Derive the expression for the mechanical power required to move a conducting rod of length $l$ with a constant velocity $v$ in a uniform magnetic field $B$.

(N/A) When a conducting rod of length $l$ moves with a constant velocity $v$ perpendicular to a uniform magnetic field $B$,an induced electromotive force $(EMF)$ is generated across the rod,given by $\epsilon = Blv$.
If the rod is part of a closed circuit with resistance $R$,the induced current $I$ is given by $I = \frac{\epsilon}{R} = \frac{Blv}{R}$.
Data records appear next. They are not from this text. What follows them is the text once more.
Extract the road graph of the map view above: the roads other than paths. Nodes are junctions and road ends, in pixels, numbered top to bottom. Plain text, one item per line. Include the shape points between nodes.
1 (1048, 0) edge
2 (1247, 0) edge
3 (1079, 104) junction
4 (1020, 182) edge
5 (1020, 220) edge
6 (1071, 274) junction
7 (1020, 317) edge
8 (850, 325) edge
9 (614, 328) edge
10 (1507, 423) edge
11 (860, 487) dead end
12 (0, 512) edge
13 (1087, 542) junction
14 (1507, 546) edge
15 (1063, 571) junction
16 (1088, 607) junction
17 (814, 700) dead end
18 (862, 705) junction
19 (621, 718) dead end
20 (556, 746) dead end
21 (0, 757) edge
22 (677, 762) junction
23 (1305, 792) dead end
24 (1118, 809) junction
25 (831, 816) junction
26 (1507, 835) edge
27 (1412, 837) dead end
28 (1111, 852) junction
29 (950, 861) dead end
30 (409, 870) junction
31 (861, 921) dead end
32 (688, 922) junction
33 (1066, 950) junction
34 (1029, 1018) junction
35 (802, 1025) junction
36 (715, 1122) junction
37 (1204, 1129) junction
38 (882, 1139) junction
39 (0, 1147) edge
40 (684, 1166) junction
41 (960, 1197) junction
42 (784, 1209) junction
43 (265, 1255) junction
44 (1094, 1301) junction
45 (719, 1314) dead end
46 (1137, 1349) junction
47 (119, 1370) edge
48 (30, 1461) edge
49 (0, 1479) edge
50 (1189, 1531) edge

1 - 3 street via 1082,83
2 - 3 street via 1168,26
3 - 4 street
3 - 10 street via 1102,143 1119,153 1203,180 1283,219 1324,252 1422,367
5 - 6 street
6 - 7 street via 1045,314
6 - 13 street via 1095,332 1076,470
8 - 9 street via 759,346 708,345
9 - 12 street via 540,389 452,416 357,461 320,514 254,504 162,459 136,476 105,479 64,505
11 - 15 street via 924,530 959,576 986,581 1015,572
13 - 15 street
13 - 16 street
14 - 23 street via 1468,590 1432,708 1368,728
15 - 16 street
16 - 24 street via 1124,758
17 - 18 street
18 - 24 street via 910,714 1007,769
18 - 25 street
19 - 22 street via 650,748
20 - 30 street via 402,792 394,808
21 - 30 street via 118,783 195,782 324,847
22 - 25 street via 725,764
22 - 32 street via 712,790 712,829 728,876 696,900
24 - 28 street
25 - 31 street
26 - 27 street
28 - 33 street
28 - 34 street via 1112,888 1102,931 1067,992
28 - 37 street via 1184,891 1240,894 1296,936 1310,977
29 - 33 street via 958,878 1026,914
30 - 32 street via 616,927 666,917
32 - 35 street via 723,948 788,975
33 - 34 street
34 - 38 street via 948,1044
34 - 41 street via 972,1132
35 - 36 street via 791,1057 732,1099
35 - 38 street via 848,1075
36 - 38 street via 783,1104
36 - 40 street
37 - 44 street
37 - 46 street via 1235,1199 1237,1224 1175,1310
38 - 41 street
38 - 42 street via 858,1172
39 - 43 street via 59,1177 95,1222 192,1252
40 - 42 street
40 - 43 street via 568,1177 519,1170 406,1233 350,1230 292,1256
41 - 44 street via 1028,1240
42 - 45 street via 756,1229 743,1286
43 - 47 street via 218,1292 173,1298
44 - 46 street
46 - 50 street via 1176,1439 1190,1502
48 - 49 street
The magnetic force acting on the rod is $F_m = IlB$. Substituting the value of $I$,we get $F_m = \left(\frac{Blv}{R}\right)lB = \frac{B^2l^2v}{R}$.
To maintain a constant velocity,an external mechanical force $F_{ext}$ must be applied equal and opposite to the magnetic force,so $F_{ext} = F_m = \frac{B^2l^2v}{R}$.
The mechanical power $P$ required is given by $P = F_{ext} \cdot v$.
Substituting the expression for $F_{ext}$,we get $P = \left(\frac{B^2l^2v}{R}\right)v = \frac{B^2l^2v^2}{R}$.